Ele: “Estou ansioso por chegar a casa e podermos sentar-nos no sofá a ver um bom filme”
Ela: “Mas tu achas que eu sou o quê? Tua tia? Não vês que sou uma mulher e que gosto de sexo como qualquer outra? Já não me desejas? Já não me achas sexy?”

Nota: qualquer destas versões está condenada ao insucesso.

Ele: “Viste o meu sobrinho? Não é o máximo? Mal posso esperar para termos filhos”
Ela: “Deves pensar que sou uma parideira… Eu tenho uma carreira. Não penses que vou passar a minha vida a parir e a amamentar”.

Ele: “Viste o meu sobrinho? O puto é o máximo, mas não me imagino a ter filhos tão depressa”
Ela: “És um tipo imaturo e egoísta, que só pensa e si mesmo.
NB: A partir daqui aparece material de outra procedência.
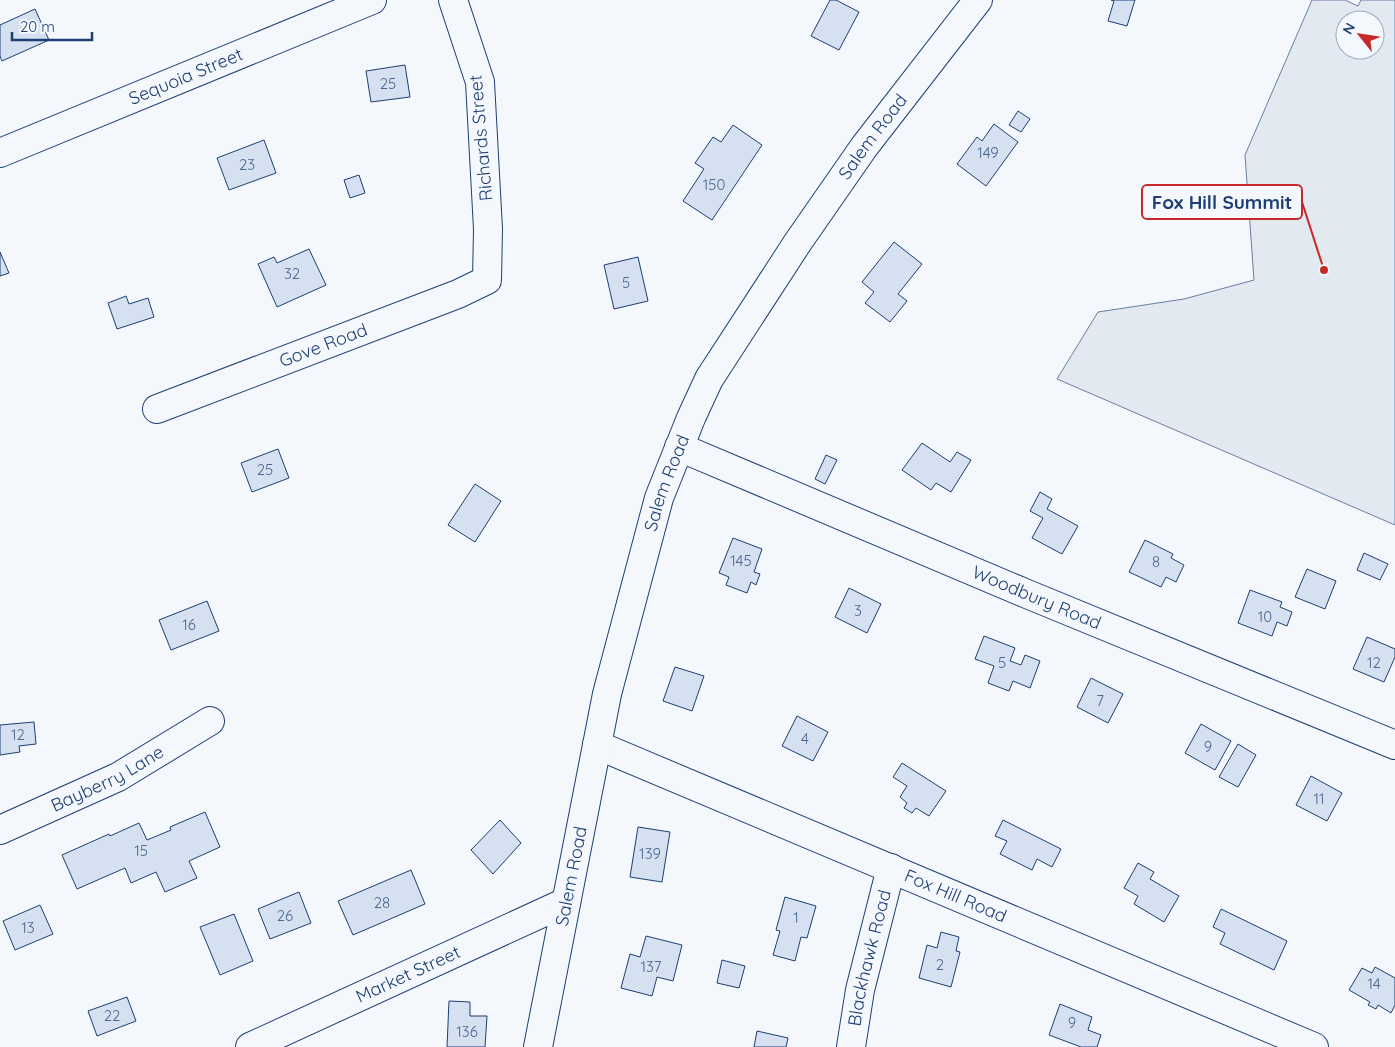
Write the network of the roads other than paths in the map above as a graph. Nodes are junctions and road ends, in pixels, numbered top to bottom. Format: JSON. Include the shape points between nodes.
{"nodes":[{"id":1,"x":372,"y":0,"type":"edge"},
{"id":2,"x":454,"y":0,"type":"edge"},
{"id":3,"x":978,"y":0,"type":"edge"},
{"id":4,"x":0,"y":153,"type":"edge"},
{"id":5,"x":487,"y":280,"type":"joint"},
{"id":6,"x":157,"y":409,"type":"dead end"},
{"id":7,"x":680,"y":447,"type":"junction"},
{"id":8,"x":210,"y":721,"type":"dead end"},
{"id":9,"x":597,"y":745,"type":"junction"},
{"id":10,"x":1395,"y":745,"type":"edge"},
{"id":11,"x":0,"y":830,"type":"edge"},
{"id":12,"x":890,"y":868,"type":"junction"},
{"id":13,"x":566,"y":902,"type":"junction"},
{"id":14,"x":250,"y":1047,"type":"edge"},
{"id":15,"x":538,"y":1047,"type":"edge"},
{"id":16,"x":851,"y":1047,"type":"edge"},
{"id":17,"x":1314,"y":1047,"type":"edge"}],
"edges":[{"from":1,"to":4,"type":"street","name":"Sequoia Street"},
{"from":2,"to":5,"type":"street","name":"Richards Street","via":[[480,82],[488,229]]},
{"from":3,"to":7,"type":"street","name":"Salem Road","via":[[864,148],[798,242],[709,379]]},
{"from":5,"to":6,"type":"street","name":"Gove Road"},
{"from":7,"to":9,"type":"street","name":"Salem Road","via":[[659,498],[607,694]]},
{"from":7,"to":10,"type":"street","name":"Woodbury Road"},
{"from":8,"to":11,"type":"street","name":"Bayberry Lane","via":[[118,777]]},
{"from":9,"to":12,"type":"street","name":"Fox Hill Road"},
{"from":9,"to":13,"type":"street","name":"Salem Road"},
{"from":12,"to":16,"type":"street","name":"Blackhawk Road","via":[[860,990]]},
{"from":12,"to":17,"type":"street","name":"Fox Hill Road"},
{"from":13,"to":14,"type":"street","name":"Market Street"},
{"from":13,"to":15,"type":"street","name":"Salem Road"}]}
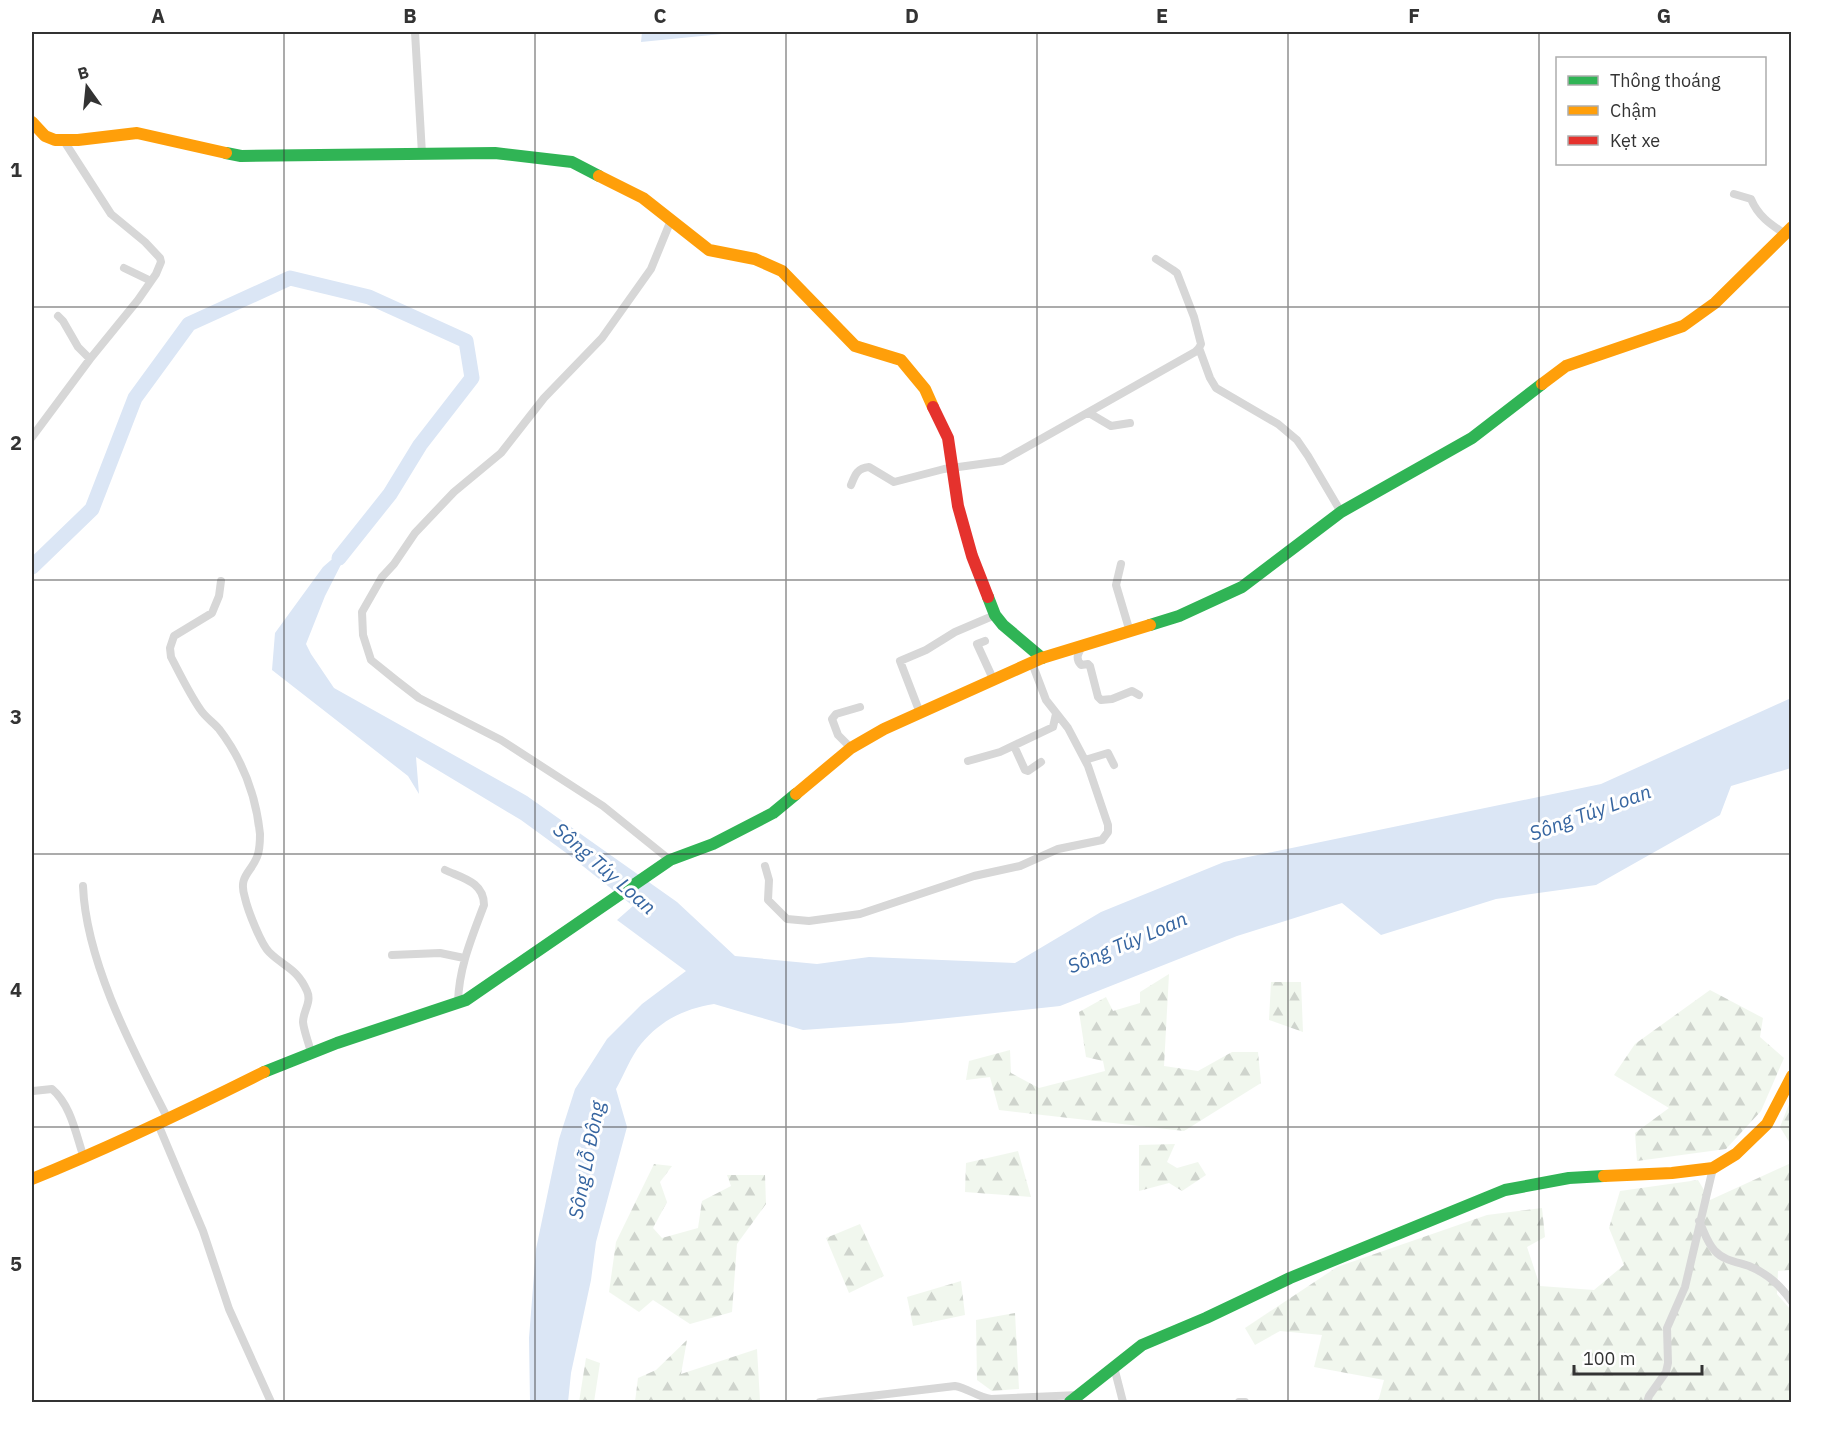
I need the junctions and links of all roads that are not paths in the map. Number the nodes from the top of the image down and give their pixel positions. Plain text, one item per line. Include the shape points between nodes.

Já devia ter desconfiado que não podia formar uma família contigo”

Nota: qualquer destas versões está condenada ao insucesso.

Ele: “Essa saia ficava-te melhor se fosse mais curta”
Ela: “Deves pensar que ando por aí a bater as ruas…”
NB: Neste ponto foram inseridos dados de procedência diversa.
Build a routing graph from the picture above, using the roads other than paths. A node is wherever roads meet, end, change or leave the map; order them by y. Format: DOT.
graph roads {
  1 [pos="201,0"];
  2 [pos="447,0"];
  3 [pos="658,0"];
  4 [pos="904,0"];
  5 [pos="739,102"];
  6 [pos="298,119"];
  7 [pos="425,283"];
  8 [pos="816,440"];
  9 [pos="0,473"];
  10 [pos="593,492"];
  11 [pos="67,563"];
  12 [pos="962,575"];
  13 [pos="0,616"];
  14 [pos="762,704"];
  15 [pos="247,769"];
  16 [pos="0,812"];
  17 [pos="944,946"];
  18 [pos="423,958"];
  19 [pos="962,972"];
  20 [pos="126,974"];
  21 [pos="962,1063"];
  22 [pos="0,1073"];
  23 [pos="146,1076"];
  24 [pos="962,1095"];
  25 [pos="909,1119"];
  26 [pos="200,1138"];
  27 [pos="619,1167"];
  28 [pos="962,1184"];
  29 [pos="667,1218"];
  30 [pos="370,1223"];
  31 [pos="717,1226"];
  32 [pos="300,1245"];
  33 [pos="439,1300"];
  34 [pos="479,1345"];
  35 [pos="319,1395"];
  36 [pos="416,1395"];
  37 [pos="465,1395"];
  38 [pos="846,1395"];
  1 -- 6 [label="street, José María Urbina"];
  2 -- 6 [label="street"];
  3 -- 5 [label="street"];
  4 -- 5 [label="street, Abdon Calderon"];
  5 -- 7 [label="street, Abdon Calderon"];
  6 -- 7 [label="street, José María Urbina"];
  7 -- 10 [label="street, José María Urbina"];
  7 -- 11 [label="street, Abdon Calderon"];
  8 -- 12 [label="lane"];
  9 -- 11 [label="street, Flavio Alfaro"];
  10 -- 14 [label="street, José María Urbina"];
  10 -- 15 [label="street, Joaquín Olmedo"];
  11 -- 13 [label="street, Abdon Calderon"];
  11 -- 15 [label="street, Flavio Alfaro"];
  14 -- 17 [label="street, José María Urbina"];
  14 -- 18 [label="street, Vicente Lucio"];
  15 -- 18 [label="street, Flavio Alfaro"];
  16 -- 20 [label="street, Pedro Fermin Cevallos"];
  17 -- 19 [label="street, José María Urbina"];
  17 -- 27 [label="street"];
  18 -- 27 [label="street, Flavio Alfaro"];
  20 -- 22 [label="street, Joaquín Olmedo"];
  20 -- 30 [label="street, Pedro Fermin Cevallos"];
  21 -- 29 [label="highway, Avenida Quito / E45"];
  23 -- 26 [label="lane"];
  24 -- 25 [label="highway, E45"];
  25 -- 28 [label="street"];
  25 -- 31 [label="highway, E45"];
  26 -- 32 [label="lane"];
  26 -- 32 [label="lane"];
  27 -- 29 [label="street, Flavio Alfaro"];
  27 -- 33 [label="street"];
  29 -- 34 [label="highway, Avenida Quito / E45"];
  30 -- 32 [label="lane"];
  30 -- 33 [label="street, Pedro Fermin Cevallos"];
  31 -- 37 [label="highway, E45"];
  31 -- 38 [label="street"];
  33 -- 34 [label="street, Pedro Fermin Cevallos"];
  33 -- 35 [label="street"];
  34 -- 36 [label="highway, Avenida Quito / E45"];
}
Ele: “Essa saia ficava-me melhor se fosse mais comprida”
Ela: “Deves pensar que sou a tua avó….”

Nota: qualquer destas versões está condenada ao insucesso.

Ele: “E que tal se este ano fossemos de férias com mais pessoas?”
Ela: “Já percebi que te aborreces de estar só comigo e que me achas entediante”

Ele: “E que tal se este ano fossemos de férias só os dois?”
Ela: “Já percebi que te sentes incomodar em levar-me para junto dos teus amigos. Não te preocupes, vamos só os dois e assim não te envergonho em público”

Nota: qualquer destas versões está condenada ao insucesso.

Ele: “Querida, hoje faço eu o jantar”
Ela: “Já podias ter dito que não gostavas dos meus cozinhados”

Ele: “Querida, fazes tu o jantar?”
Ela: “Se era para isto mais te valia teres arranjado uma empregada”

Nota: qualquer destas versões está condenada ao insucesso.

Difícil compreender as mulheres? É que não se percebe mesmo… Somos gente tão simplezinha.